### Task statement
Return, from the data that follows, each line that holds the word "bottom".

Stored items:
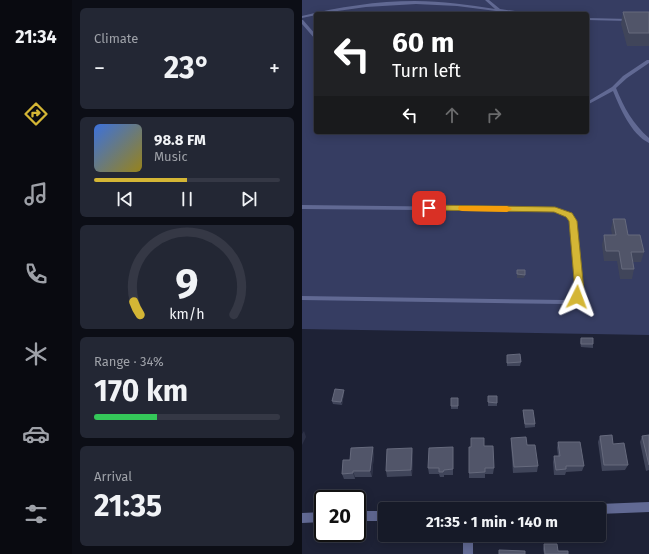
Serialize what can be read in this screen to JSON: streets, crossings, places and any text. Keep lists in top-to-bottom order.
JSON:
{
  "page": {
    "tabs": "21:34",
    "tile": [
      "Climate",
      ["Range · 34%", "170 km"],
      ["Arrival", "21:35"]
    ],
    "turn": ["60 m", "Turn left"],
    "heat": ["−", "23°", "+"],
    "song": ["98.8 FM", "Music"],
    "limit": "20",
    "trip": "21:35 · 1 min · 140 m",
    "gauge": ["9", "km/h"]
  }
}
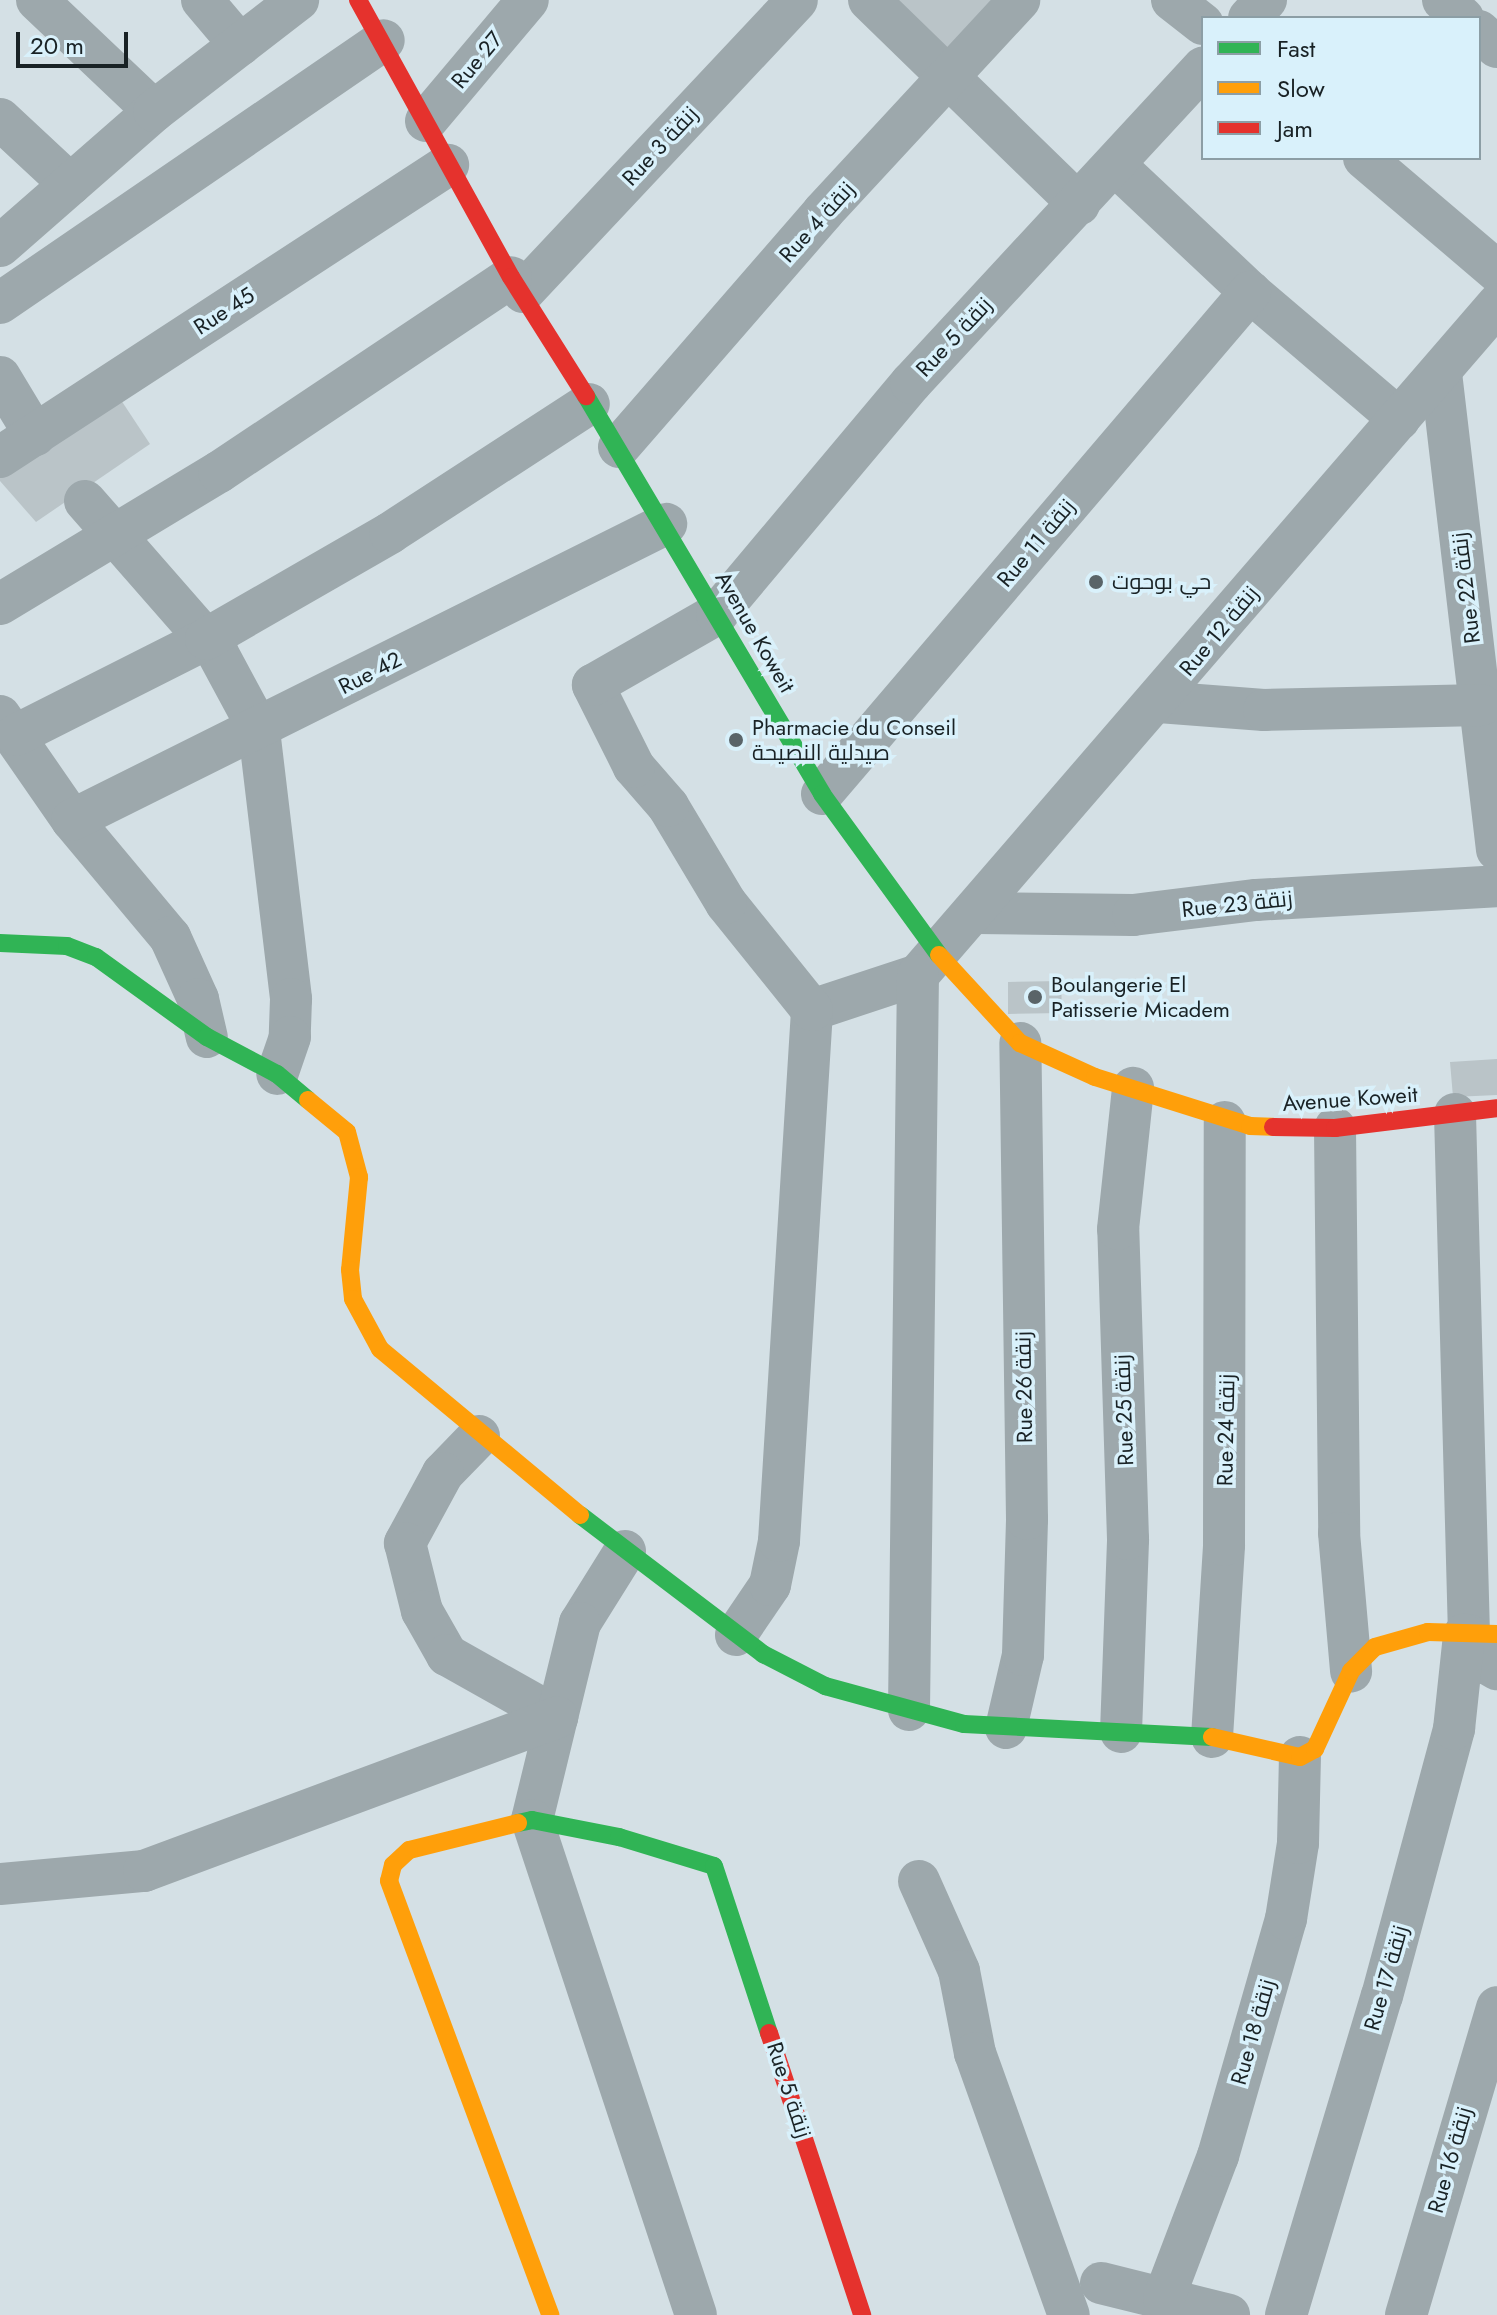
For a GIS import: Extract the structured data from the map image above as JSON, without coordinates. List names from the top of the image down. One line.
{"streets":{"street":["Rue 27","Rue 3 زنقة","Rue 4 زنقة","Rue 45","Rue 5 زنقة","Rue 11 زنقة","Rue 22 زنقة","Rue 12 زنقة","Avenue Koweit","Rue 42","Rue 23 زنقة","Rue 26 زنقة","Rue 25 زنقة","Rue 24 زنقة","Rue 17 زنقة","Rue 18 زنقة","Rue 16 زنقة"]},"crossings":[["Rue 27","Avenue Koweit"],["Rue 3 زنقة","Avenue Koweit"],["Rue 4 زنقة","Avenue Koweit"],["Rue 45","Avenue Koweit"],["Rue 5 زنقة","Avenue Koweit"],["Rue 11 زنقة","Avenue Koweit"],["Rue 22 زنقة","Rue 12 زنقة"],["Rue 12 زنقة","Avenue Koweit"],["Rue 12 زنقة","Rue 23 زنقة"],["Avenue Koweit","Rue 42"],["Avenue Koweit","Rue 26 زنقة"],["Avenue Koweit","Rue 25 زنقة"],["Avenue Koweit","Rue 24 زنقة"],["Avenue Koweit","Rue 17 زنقة"]],"places":["حي بوحوت","Pharmacie du Conseil صيدلية النصيحة","Boulangerie El Patisserie Micadem"],"legend":["Fast","Slow","Jam"],"scale_bar":"20 m"}
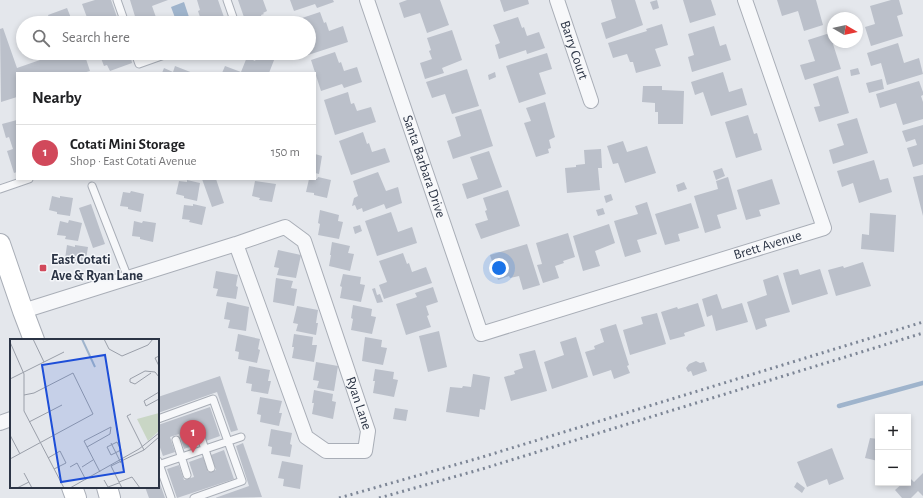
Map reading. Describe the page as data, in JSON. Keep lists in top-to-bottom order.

### Answer area
Serialize what can be read in this screen to JSON: streets, crossings, places and any text. Keep lists in top-to-bottom order.
Map reading. Describe the page as data, in JSON. Keep lists in top-to-bottom order.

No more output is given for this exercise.